Because I finally knew the answer.
"Myself," I said.
Victor looked almost startled.
I continued, "Maybe poorer sooner. Maybe slower to learn. Maybe less polished. But myself."
His mouth tightened.
"You think this little office proves something?"
"Yes."
"What?"
"That I can earn trust without stealing it from employees."
He glanced at the door behind me.
"Is that what you tell your new people?"
"I don't have many new people."
"Exactly."
"And yet you came."
That shut him up.
For a second, the hallway hummed with the printing shop downstairs.
Machines rolling.
Paper cutting.
Small businesses making small things that kept the city alive.
Victor looked down the stairwell, then back at me.

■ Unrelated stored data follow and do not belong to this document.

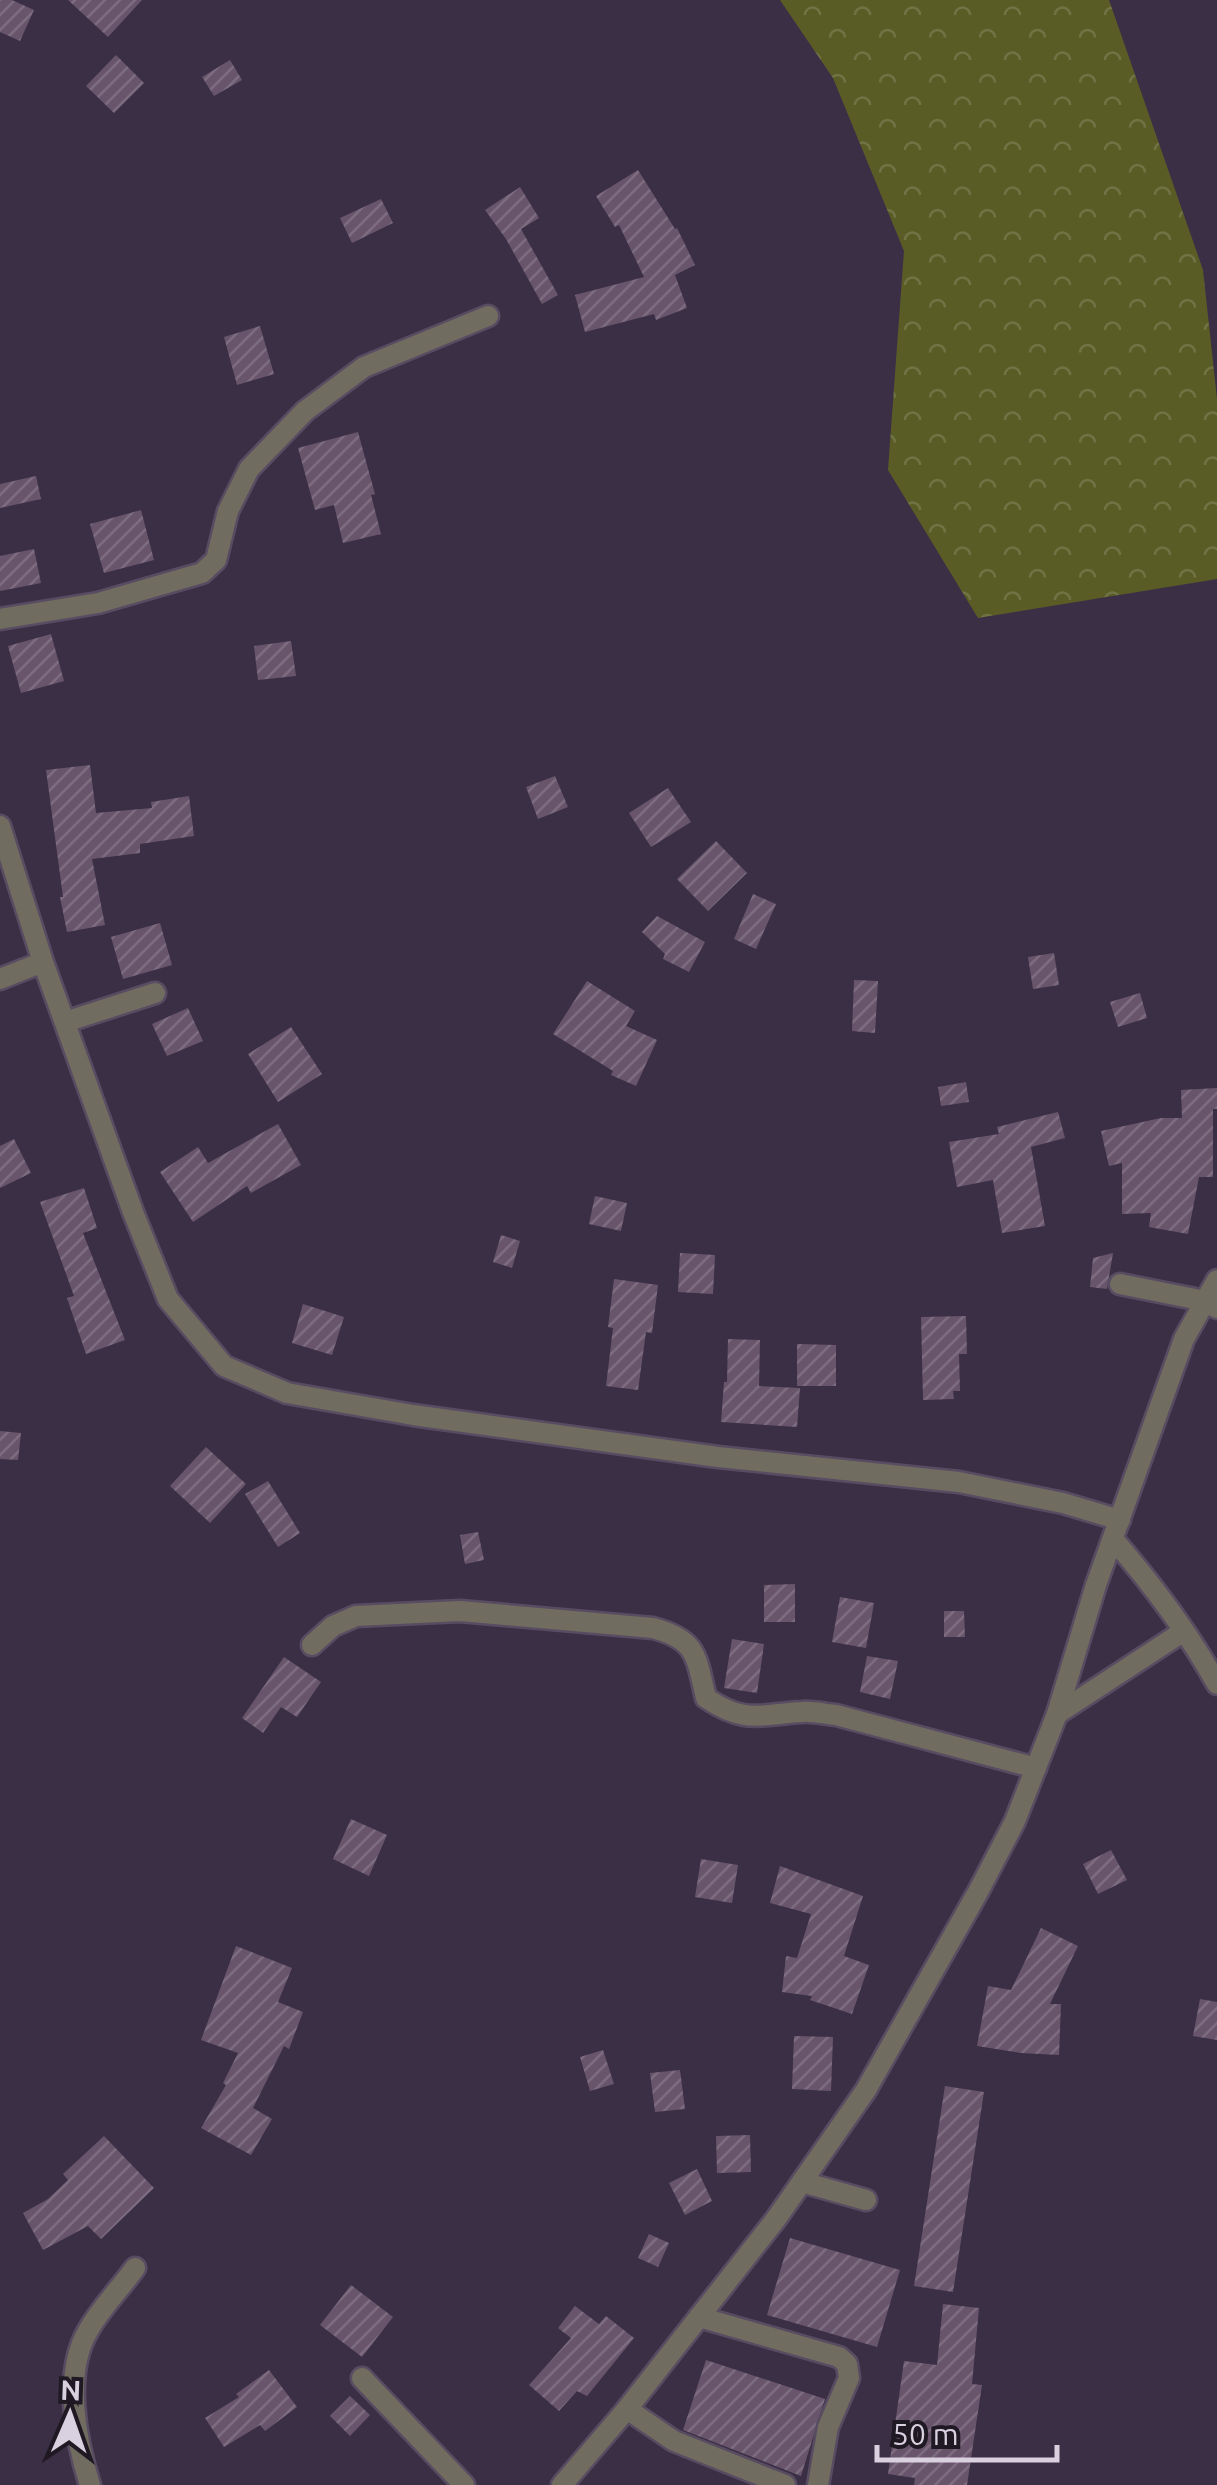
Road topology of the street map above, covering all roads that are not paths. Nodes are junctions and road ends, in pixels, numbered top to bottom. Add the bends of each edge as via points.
1 (488, 316) dead end
2 (0, 619) edge
3 (0, 826) edge
4 (43, 962) junction
5 (0, 979) edge
6 (155, 993) dead end
7 (64, 1022) junction
8 (1217, 1280) edge
9 (1120, 1284) dead end
10 (1211, 1304) edge
11 (1116, 1529) junction
12 (1184, 1631) junction
13 (312, 1644) dead end
14 (1217, 1684) edge
15 (1057, 1714) junction
16 (1036, 1768) junction
17 (802, 2182) junction
18 (866, 2200) dead end
19 (135, 2268) dead end
20 (699, 2317) junction
21 (362, 2378) dead end
22 (627, 2409) junction
23 (90, 2485) edge
24 (464, 2485) edge
25 (562, 2485) edge
26 (784, 2485) edge
27 (818, 2485) edge

1 - 2 street via 364,368 305,411 249,470 228,511 216,560 202,573 98,602
3 - 4 street
4 - 5 street
4 - 7 street
6 - 7 street
7 - 11 street via 168,1299 224,1366 288,1393 395,1412 1016,1492
8 - 10 street
9 - 10 street
10 - 11 street via 1184,1339
11 - 12 street
11 - 15 street
12 - 14 street
12 - 15 street
13 - 16 street via 356,1616 460,1612 653,1628 692,1646 706,1698 731,1712 836,1715
15 - 16 street
16 - 17 street via 932,1976 866,2090
17 - 18 street
17 - 20 street
19 - 23 street via 87,2332 76,2360 78,2428
20 - 22 street
20 - 27 street via 846,2364 848,2378 828,2427
21 - 24 street
22 - 25 street
22 - 26 street via 674,2441

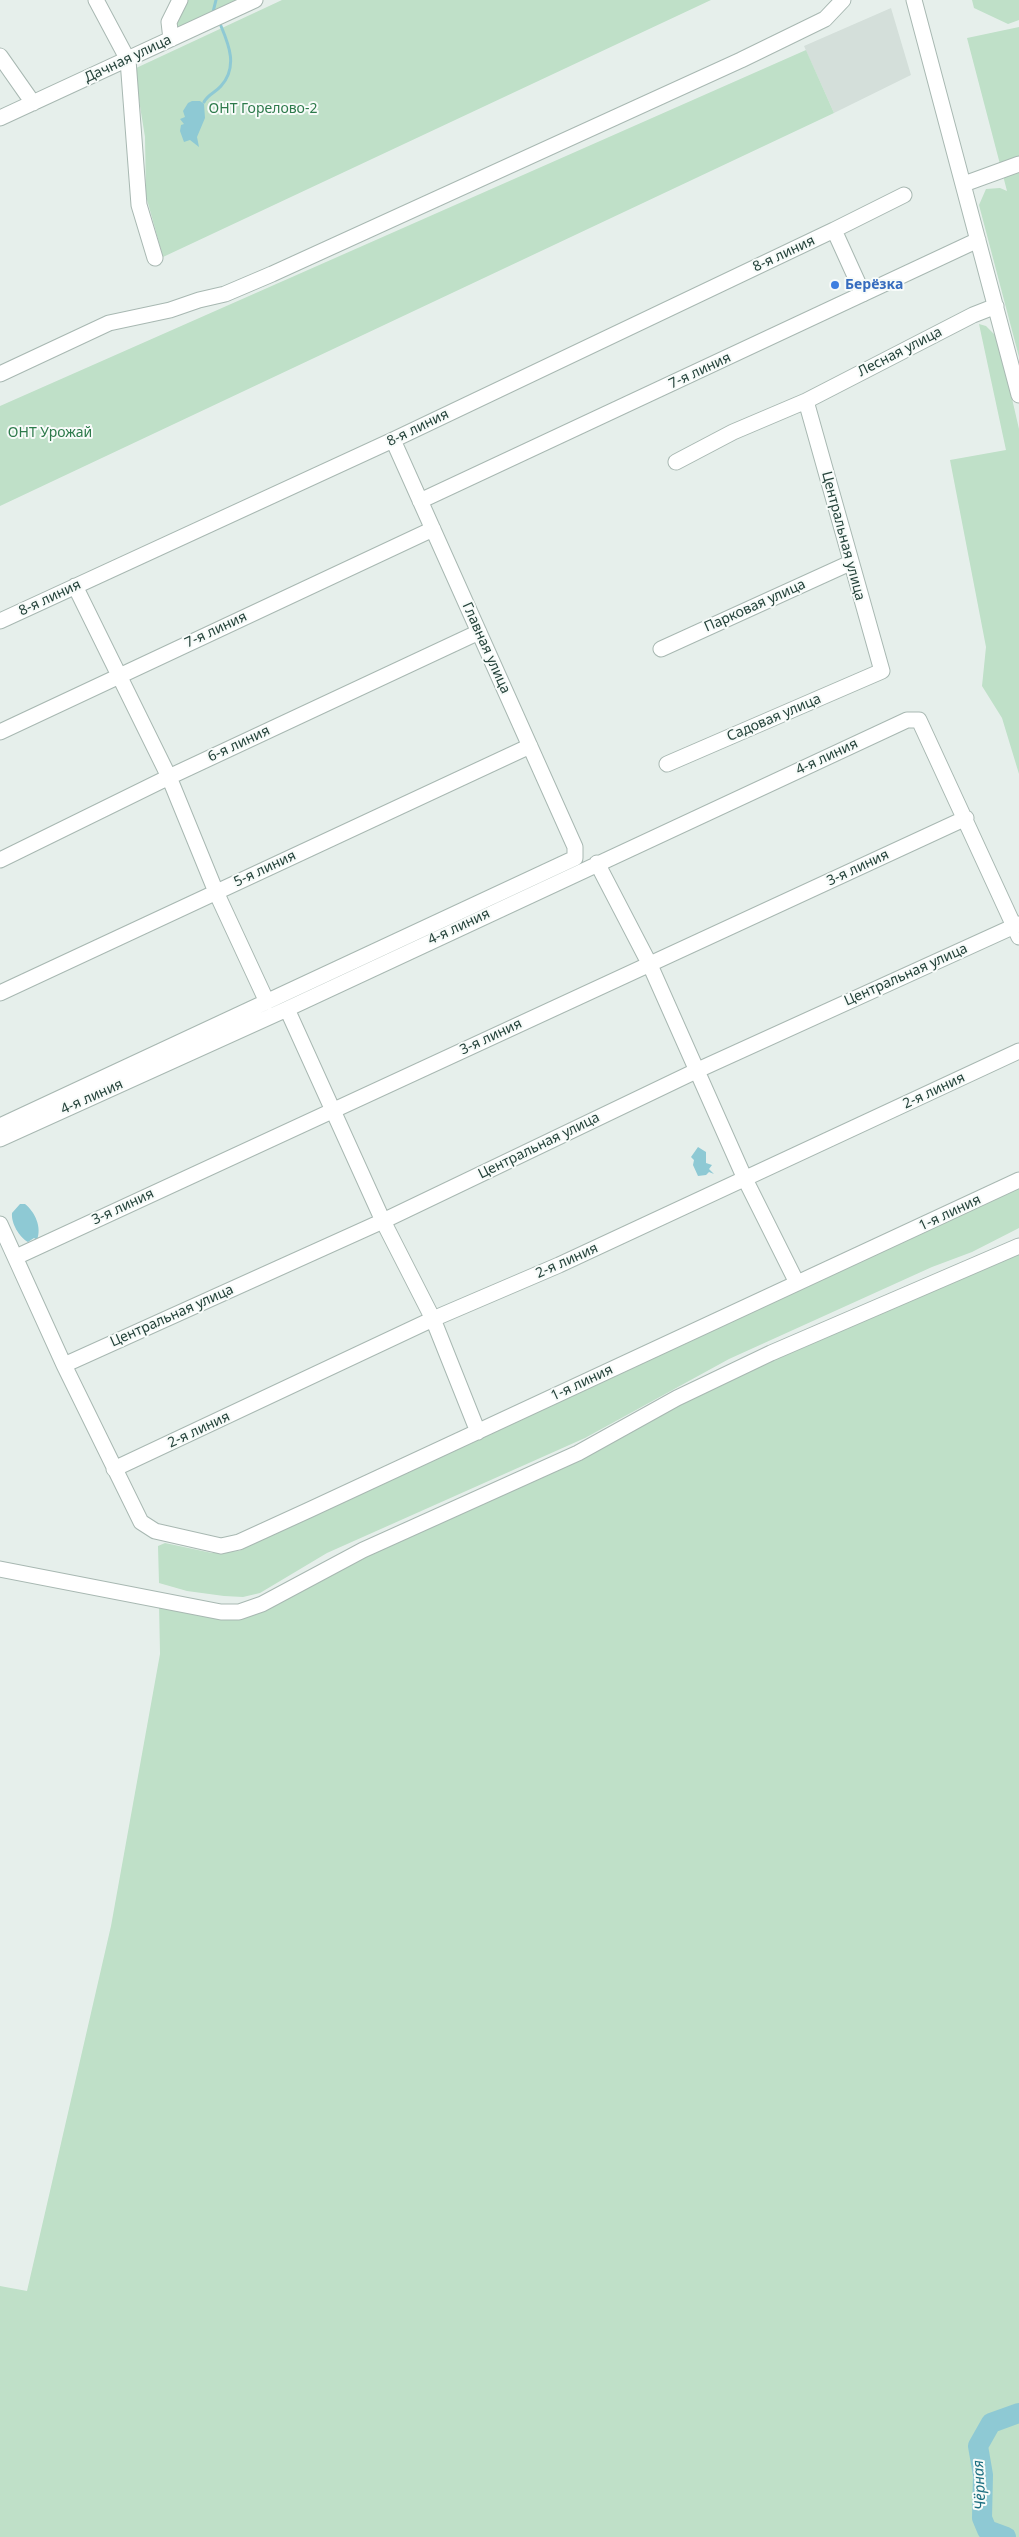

"Westbridge asked for you specifically."
"I heard."
"If they leave, more clients will follow."
"Probably."
"People will lose jobs."
There it was.
The card he had saved for last.
Guilt.
Old, familiar, perfectly shaped for me.
Once, it would have worked.
I would have pictured Ryan, Nina, Paul, the receptionists, the finance team, the interns. I would have remembered names and families and late nights. I would have told myself I could not let innocent people suffer because Victor was wrong.
I did picture them.
But I also pictured myself with a cardboard box.
No one had saved me for the sake of innocent people then.
"You should have thought of them before building a company that collapses without scapegoats," I said.
Victor's face changed.
"That's unfair."
I almost laughed.
"Unfair?"
He looked away.
"I know you suffered."
"No," I said. "You know now that there is a cost."
He turned back.
"What do you want? More money?"
"I already told you."
"Public apology is not possible."
"Then neither is my return."
"There must be another way."
"There was."
He went still.
"What?"
"The day you fired me. You could have investigated. You could have paid compensation. You could have let me leave with dignity. You could have called me after finding the second leak. You could have corrected the lie before you needed me."
I took one step closer.
"There were many lines, Victor. You crossed all of them and came back asking me to leave one for you."
His face had gone pale.
"Ethan..."
"You left me no line."
The words settled.
For a long moment, he said nothing.
Then, quietly, "If I apologize publicly, the board will remove me."
"Maybe they should."
He stared at me.
I did not look away.
At last, he gave a bitter smile.
"You really won't come back."
"No."
"Even to save Westbridge?"
"If Westbridge wants me, they can call NE Growth Consulting."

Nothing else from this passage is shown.